Before the nationalists could propose another candidate, Ismail’s son Tewfik took over. Europeans supported the change because they believed Tewfik would be a weak ruler who could be influenced easily. Unfortunately, Tewfik proved too weak to control the Egyptian nationalists and his reign turned out to be a disaster. Egyptian military officers rose up against Tewfik’s government in February 1881 and again in September, both times under the leadership of Colonel Ahmed Arabi Pasha. In the hope of placating the nationalists, Tewfik dismissed the pro-European Prime Minister Cherif Pasha and replacing him with a nationalist, Mahmoud Pasha Sami.
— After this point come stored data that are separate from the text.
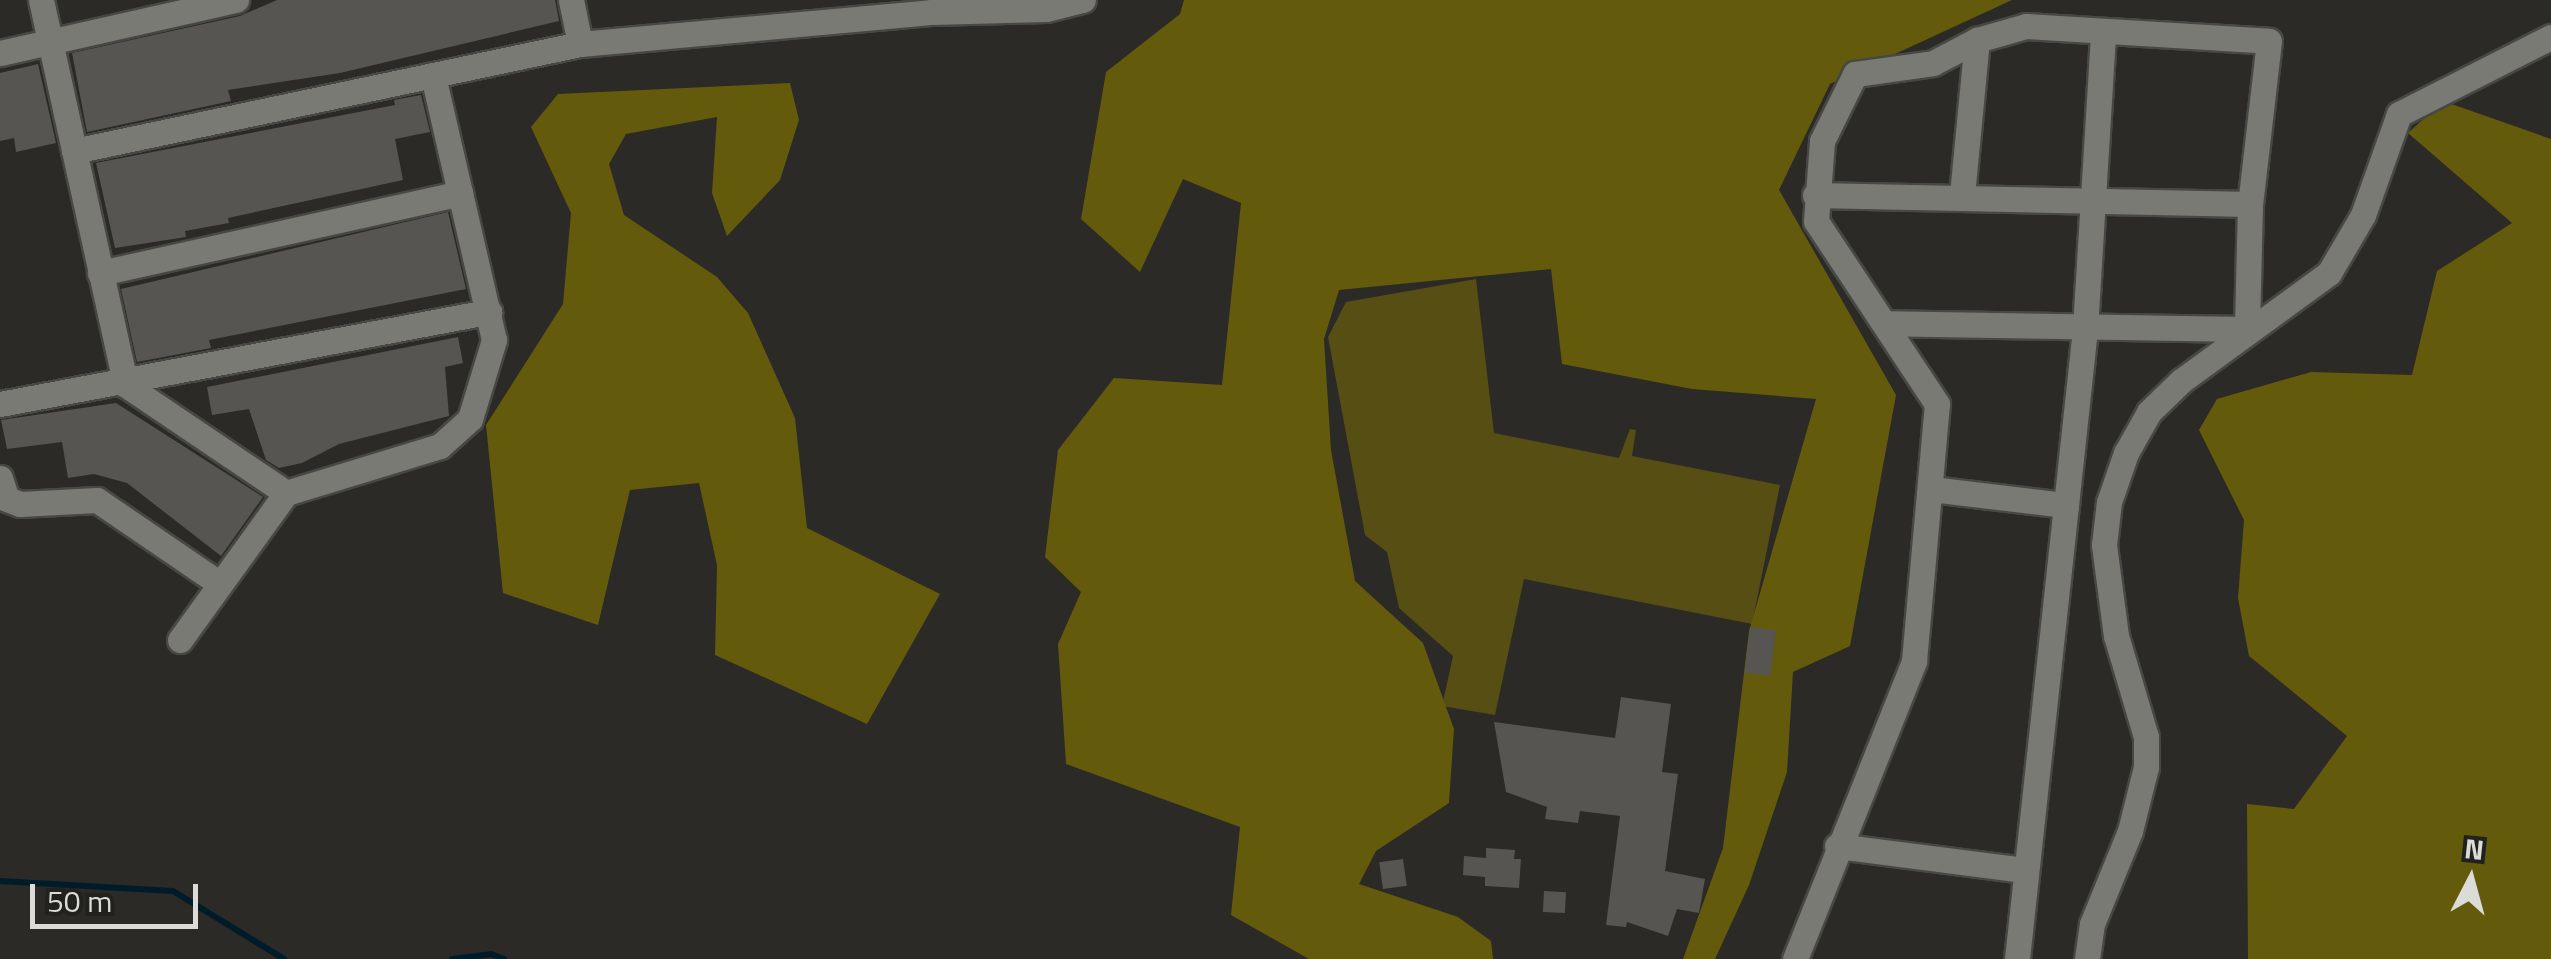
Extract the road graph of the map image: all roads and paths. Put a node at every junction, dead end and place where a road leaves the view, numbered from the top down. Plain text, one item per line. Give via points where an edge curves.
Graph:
1 (42, 0) edge
2 (236, 0) edge
3 (571, 0) edge
4 (1083, 0) edge
5 (1046, 5) edge
6 (930, 6) edge
7 (2103, 35) junction
8 (2551, 37) edge
9 (1977, 40) junction
10 (50, 42) junction
11 (580, 44) junction
12 (0, 53) edge
13 (432, 75) junction
14 (74, 150) junction
15 (460, 194) junction
16 (1962, 195) junction
17 (1815, 196) junction
18 (2095, 198) junction
19 (2250, 204) junction
20 (100, 274) junction
21 (489, 312) junction
22 (1884, 323) junction
23 (2086, 329) junction
24 (2248, 329) junction
25 (126, 385) junction
26 (0, 404) edge
27 (0, 478) edge
28 (1931, 489) junction
29 (286, 492) junction
30 (2066, 505) junction
31 (220, 584) junction
32 (180, 640) dead end
33 (1837, 846) junction
34 (2025, 870) junction
35 (1796, 959) edge
36 (2017, 959) edge
37 (2087, 959) edge

1 - 10 street
2 - 10 street
3 - 11 street
4 - 5 street
5 - 6 street
6 - 11 street
7 - 9 street via 2026,26
7 - 18 street
7 - 19 street via 2269,42
8 - 24 street via 2399,114 2363,215 2329,273
9 - 16 street
9 - 17 street via 1933,63 1855,74 1822,140
10 - 12 street
10 - 14 street
11 - 13 street
13 - 14 street
13 - 15 street
14 - 20 street
15 - 20 street
15 - 21 street
16 - 17 street
16 - 18 street
17 - 22 street via 1816,221
18 - 19 street
18 - 23 street
19 - 24 street
20 - 25 street
21 - 25 street
21 - 29 street via 494,340 470,419 440,446
22 - 23 street
22 - 28 street via 1938,404
23 - 24 street
23 - 30 street
24 - 37 street via 2149,412 2109,502 2107,580 2146,737 2146,767 2130,831 2092,924
25 - 26 street
25 - 29 street
27 - 31 street via 7,499 20,504 97,500
28 - 30 street
28 - 33 street via 1914,661
29 - 31 street
30 - 34 street
31 - 32 street
33 - 34 street
33 - 35 street
34 - 36 street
Sami then placed the nationalist leader Arabi Pasha in charge of one of the government ministries.
Fearing that the nationalists had become too powerful, France and Britain tried to strengthen Tewfik by signing a secret “Anglo-French Joint Note” on January 8, 1882, which pledged support for Tewfik against anyone who disturbed the peace. The move backfired, however, when Egyptian nationalists learned about it interpreted it as a signal that the Europeans would invade to protect Tewfik. Their fears were heightened in May 1882, when France and Britain each sent small naval squadrons to protect “European interests.” Tensions mounted until, on Sunday June 11, a riot in Alexandria resulted in the death of about 50 Europeans including three British military personnel. The British responded by bombarding Alexandria on July 11, and in response, Arabi’s army set siege to Alexandria and cut off its water supplies.
BRITISH OCCUPATION OF EGYPT
Arguing that Egypt was descending into “anarchy” which threatened the Suez Canal (located about 180 miles to the east), the British government sought international support for an invasion of Egypt. Neither the Ottoman sultan nor any European governments joined in, so in August 1882, Britain acted alone. Within two months, they captured the canal and defeated the Egyptian army at Tel-el-Kebir. Arabi and the other nationalist leaders were sent to exile in Ceylon (modern Sri Lanka).
Although British prime minister Gladstone tried to withdraw the British forces immediately, there was no Egyptian government left to maintain order, and even worse, the British invasion ignited a revolution by fundamentalist Muslim forces in the Sudan on the Upper Nile River under the leadership of a man known as the Mahdi. Under British pressure, Tewfik withdrew the remaining Egyptian forces (and their British advisors) from the Upper Nile, but not before General Gordon, a British officer employed by Egypt, was killed at Khartoum in January 1885. The news of his death reached Great Britain while the Congress of Berlin was still underway, and made him a martyr in the minds of the British public. For many years afterward, the cry “avenge Gordon” was sufficient to rouse enthusiasm for imperial expansion.
Gordon’s death triggered endless recriminations and criticism of Britain’s Egypt policy. Critics argued that the Egyptian intervention was fought on behalf of British investors using taxpayers’ money. Later, others charged that Egypt was the prototype for a form of financial imperialism that used loans of questionable value to gain an interest in local affairs, and then a subsequent default as justification for invasion to protect “European interests.”